Problem details »
Return all lines below containing the word "hand".

Given entries »
__________

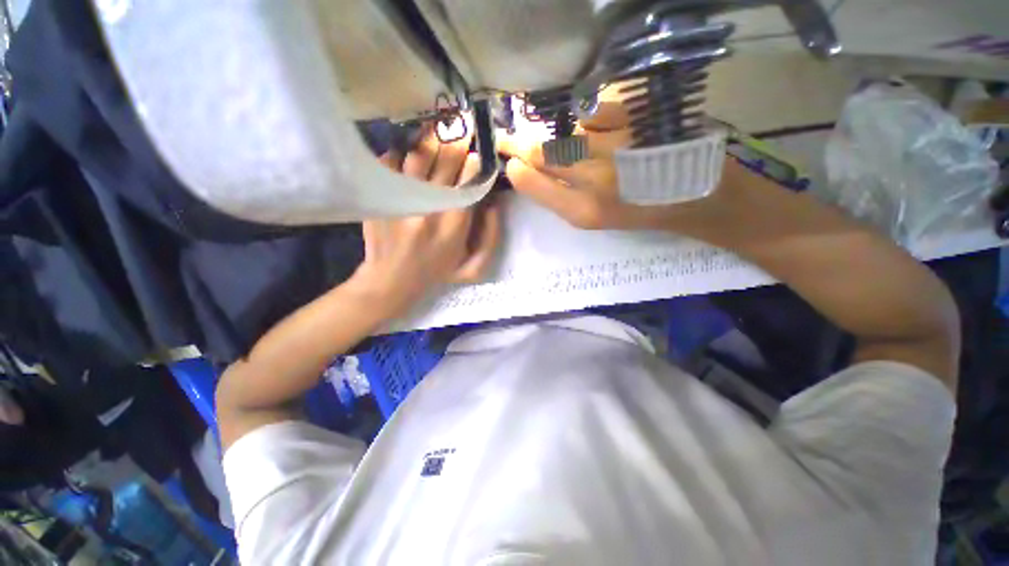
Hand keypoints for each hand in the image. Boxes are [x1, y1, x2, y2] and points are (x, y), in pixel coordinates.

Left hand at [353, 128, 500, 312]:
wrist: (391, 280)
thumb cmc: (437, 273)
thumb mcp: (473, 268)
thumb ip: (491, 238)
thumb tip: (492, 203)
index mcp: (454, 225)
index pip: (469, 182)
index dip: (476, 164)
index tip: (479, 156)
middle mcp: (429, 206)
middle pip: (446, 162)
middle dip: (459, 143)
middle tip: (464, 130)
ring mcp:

__________

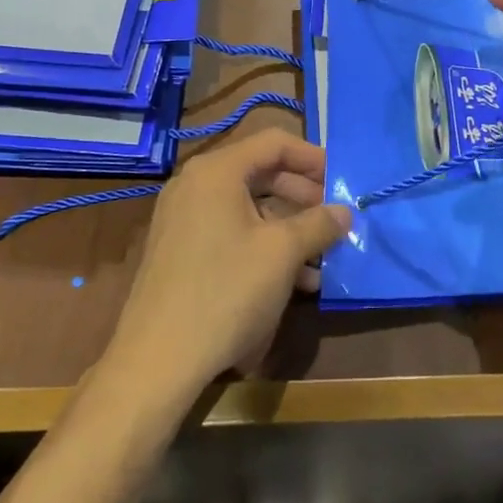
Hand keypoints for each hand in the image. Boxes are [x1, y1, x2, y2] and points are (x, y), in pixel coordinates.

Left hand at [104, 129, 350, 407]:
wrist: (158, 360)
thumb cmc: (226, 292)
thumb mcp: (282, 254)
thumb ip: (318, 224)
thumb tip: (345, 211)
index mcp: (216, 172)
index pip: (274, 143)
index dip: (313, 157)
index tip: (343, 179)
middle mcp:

__________

Response to the task »
Hand keypoints for each hand in the image. Boxes are [x1, y1, x2, y2] and points are (x, y), in pixel coordinates.
Left hand at [353, 128, 500, 312]:
Hand keypoints for each hand in the image. Boxes are [x1, y1, x2, y2] and points are (x, y), in pixel coordinates.
Left hand at [104, 129, 350, 407]:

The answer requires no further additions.